1. Juni 2024 | Spotlight | BY Simon Seitz

Real Madrid, die Könige der Champions League, treffen im Finale auf Borussia Dortmund, die als Außenseiter in diese Partie gehen. Trotz der deutlichen Ausgangslage bestehen für den BVB durchaus Chancen, die Königlichen zu ärgern.

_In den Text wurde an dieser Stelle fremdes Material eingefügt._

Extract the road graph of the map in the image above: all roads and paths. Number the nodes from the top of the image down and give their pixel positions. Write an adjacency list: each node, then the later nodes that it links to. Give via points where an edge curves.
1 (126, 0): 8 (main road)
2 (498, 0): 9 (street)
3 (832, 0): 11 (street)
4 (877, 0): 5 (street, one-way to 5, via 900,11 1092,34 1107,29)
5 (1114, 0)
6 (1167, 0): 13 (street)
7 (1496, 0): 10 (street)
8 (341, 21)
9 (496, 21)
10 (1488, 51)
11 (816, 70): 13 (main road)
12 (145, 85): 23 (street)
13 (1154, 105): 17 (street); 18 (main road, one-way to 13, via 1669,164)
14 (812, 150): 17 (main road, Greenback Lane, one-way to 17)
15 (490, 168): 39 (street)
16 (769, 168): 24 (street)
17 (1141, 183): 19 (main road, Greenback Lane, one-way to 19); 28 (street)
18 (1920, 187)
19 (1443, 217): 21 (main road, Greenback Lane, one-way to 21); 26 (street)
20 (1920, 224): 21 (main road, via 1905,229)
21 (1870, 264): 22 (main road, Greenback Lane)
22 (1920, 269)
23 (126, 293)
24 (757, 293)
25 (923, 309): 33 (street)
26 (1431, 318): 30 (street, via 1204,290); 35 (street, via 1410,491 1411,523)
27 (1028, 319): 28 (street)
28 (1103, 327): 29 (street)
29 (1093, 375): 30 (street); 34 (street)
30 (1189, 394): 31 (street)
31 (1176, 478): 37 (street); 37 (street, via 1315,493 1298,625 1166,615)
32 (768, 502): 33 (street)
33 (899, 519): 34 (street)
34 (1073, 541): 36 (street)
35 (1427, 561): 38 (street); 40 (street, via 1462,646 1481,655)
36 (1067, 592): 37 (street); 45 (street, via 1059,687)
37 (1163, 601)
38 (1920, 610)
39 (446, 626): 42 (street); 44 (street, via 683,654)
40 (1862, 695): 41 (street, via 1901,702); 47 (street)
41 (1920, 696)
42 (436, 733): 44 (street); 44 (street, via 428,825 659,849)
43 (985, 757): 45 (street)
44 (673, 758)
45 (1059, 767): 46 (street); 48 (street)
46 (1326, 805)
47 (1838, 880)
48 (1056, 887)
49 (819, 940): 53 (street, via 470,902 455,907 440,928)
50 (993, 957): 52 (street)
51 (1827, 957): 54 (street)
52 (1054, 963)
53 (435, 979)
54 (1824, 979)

Standardsituationen und Real Madrids Passivität

In La Liga waren die Königlichen die beste Mannschaft beim Verteidigen von Standardsituationen, aber der BVB hat in dieser Saison gezeigt, dass sie Standards beherrschen. Mats Hummels köpfte im Halbfinal-Rückspiel nach einer Ecke zur Führung ein und auch defensiv gelang es dem BVB, alle Standardsituationen zu verteidigen. Aber auch die Blancos haben hier durchaus ihre Stärken und erzielten u. a.  ihren Treffer zum 2:1 gegen den FC Bayern nach einem Eckball. Gelingt es Hummels & Co., defensiv vor allem Zielspieler Antonio Rüdiger in Schach zu halten und bei den Offensivstandards für Gefahr zu sorgen, steigen die Chancen des BVB.

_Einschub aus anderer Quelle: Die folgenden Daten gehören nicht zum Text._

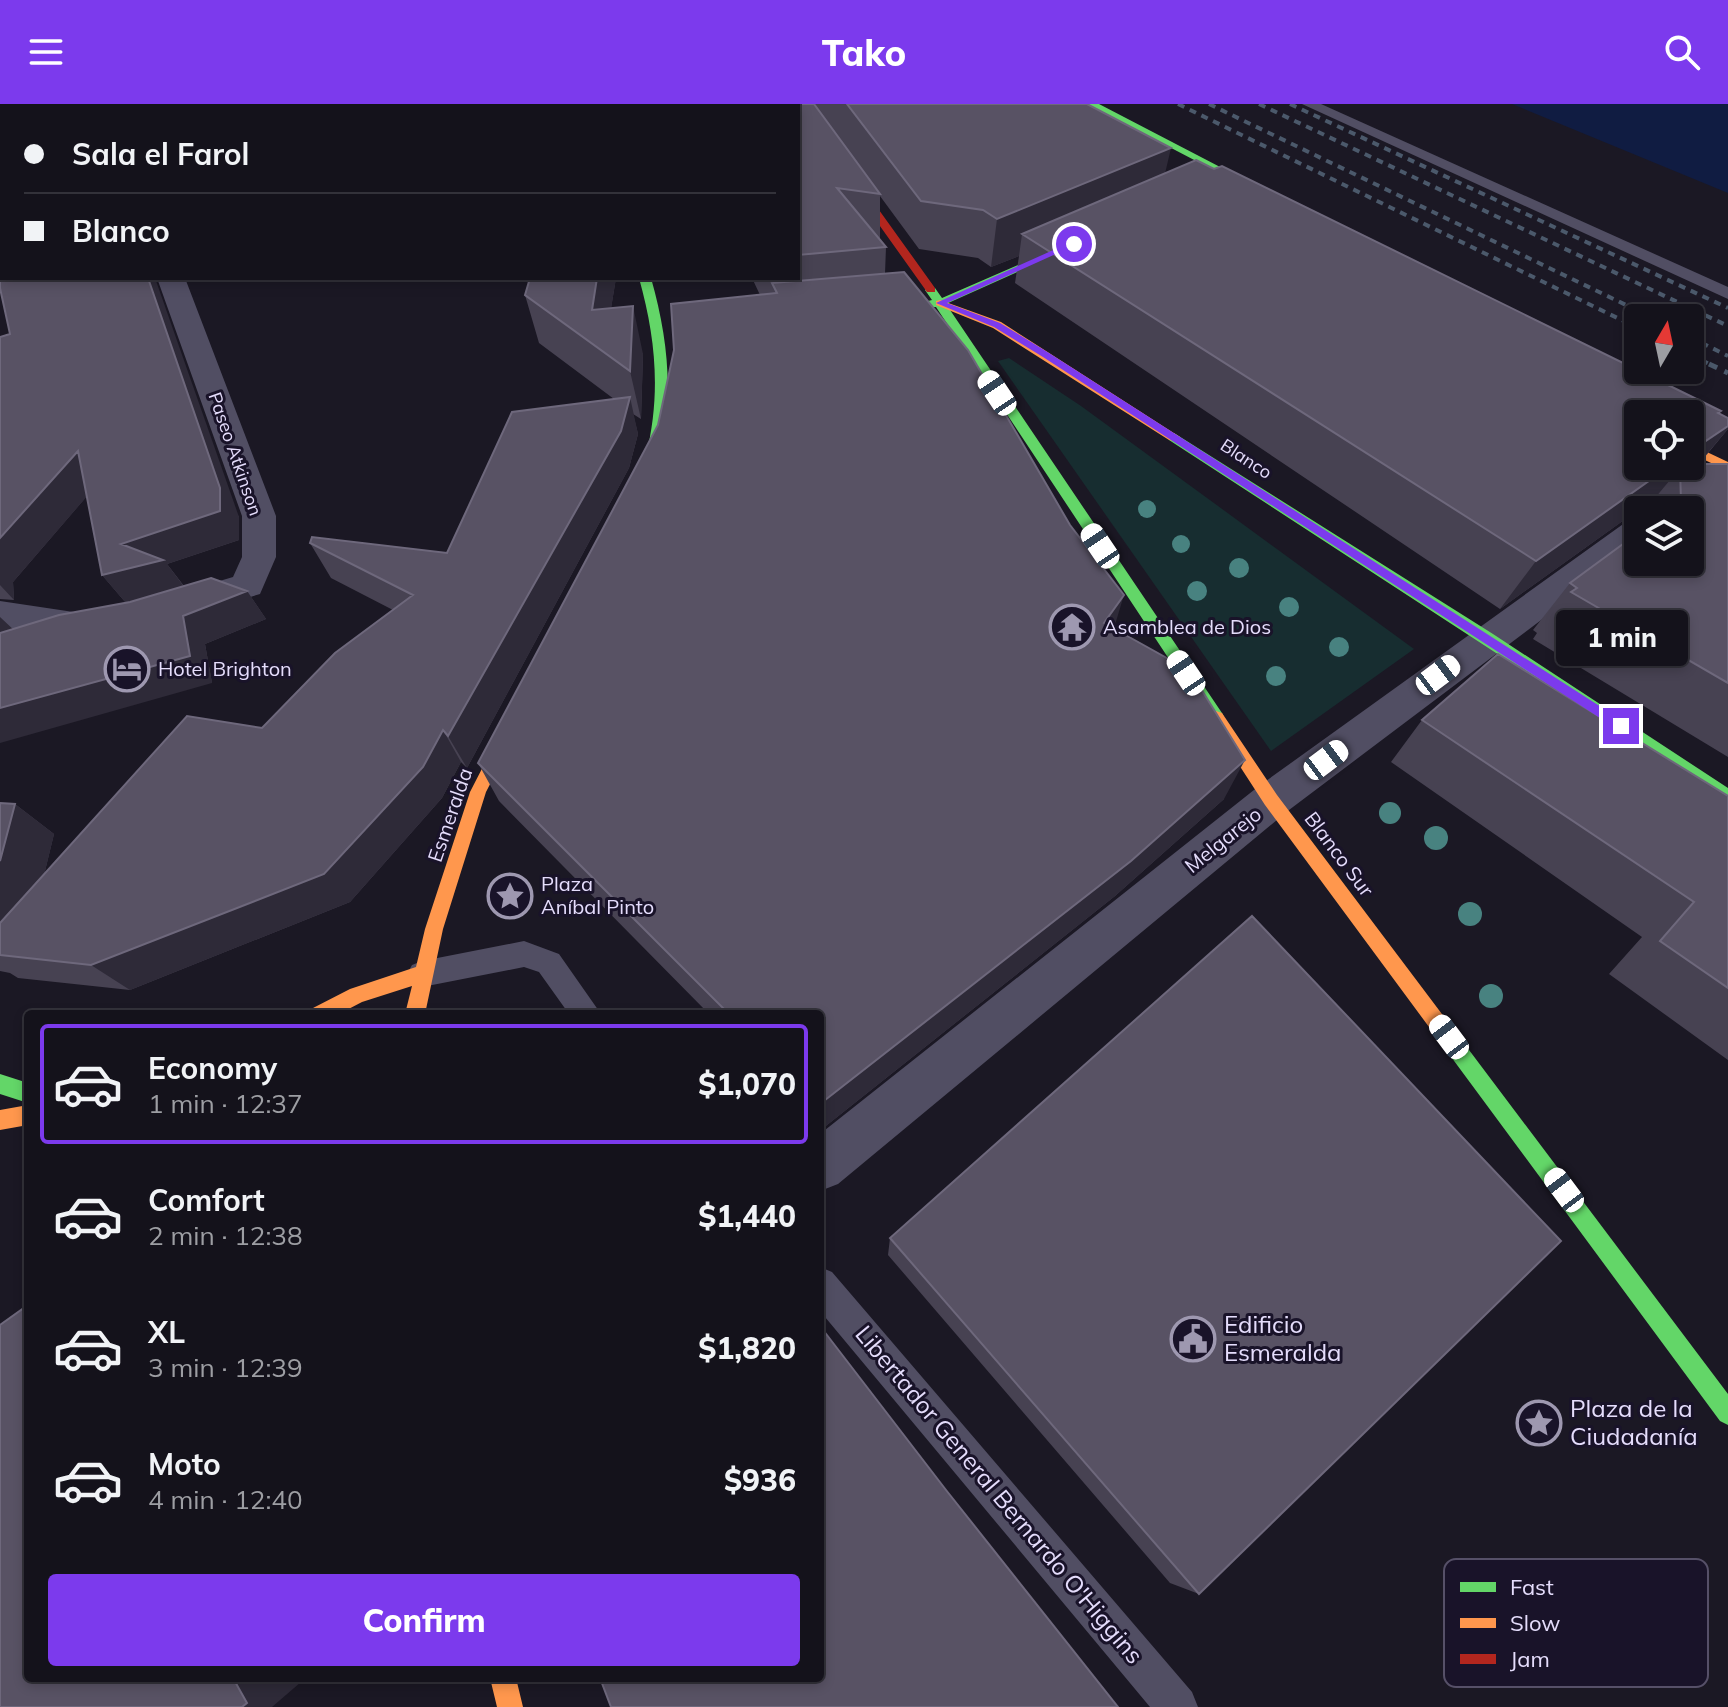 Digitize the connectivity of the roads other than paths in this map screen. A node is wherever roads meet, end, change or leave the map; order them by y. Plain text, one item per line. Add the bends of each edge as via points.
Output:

Zudem muss Dortmund die Phasen nutzen, in denen Real Madrid passiv agiert. In jeder ihrer K.O.-Begegnungen gab es immer wieder Momente, in denen die Madrilenen ihrem Gegner viel Raum und Ballbesitz überließen. RB Leipzig scheiterte an der schwachen Chancenverwertung und an unglücklichen Schiedsrichterentscheidungen. Manchester City ließ vor allem im Rückspiel viele gute Gelegenheiten liegen, als sich Real nach der frühen Führung rund um den eigenen Strafraum einigelte.

Die Bayern verpassten es in der Schlussphase im Estadio Santiago Bernabéu, die Konter sauber zu Ende zu spielen, ließen die Königlichen am Leben und wurden dafür bestraft. Auch Dortmund wird im Finale solche Phasen von Real Madrid erleben, muss diese dann aber auch ausnutzen. Ansonsten können Spieler wie Toni Kroos, Jude Bellingham oder Vinícius Júnior mit einer Aktion das Spiel entscheiden.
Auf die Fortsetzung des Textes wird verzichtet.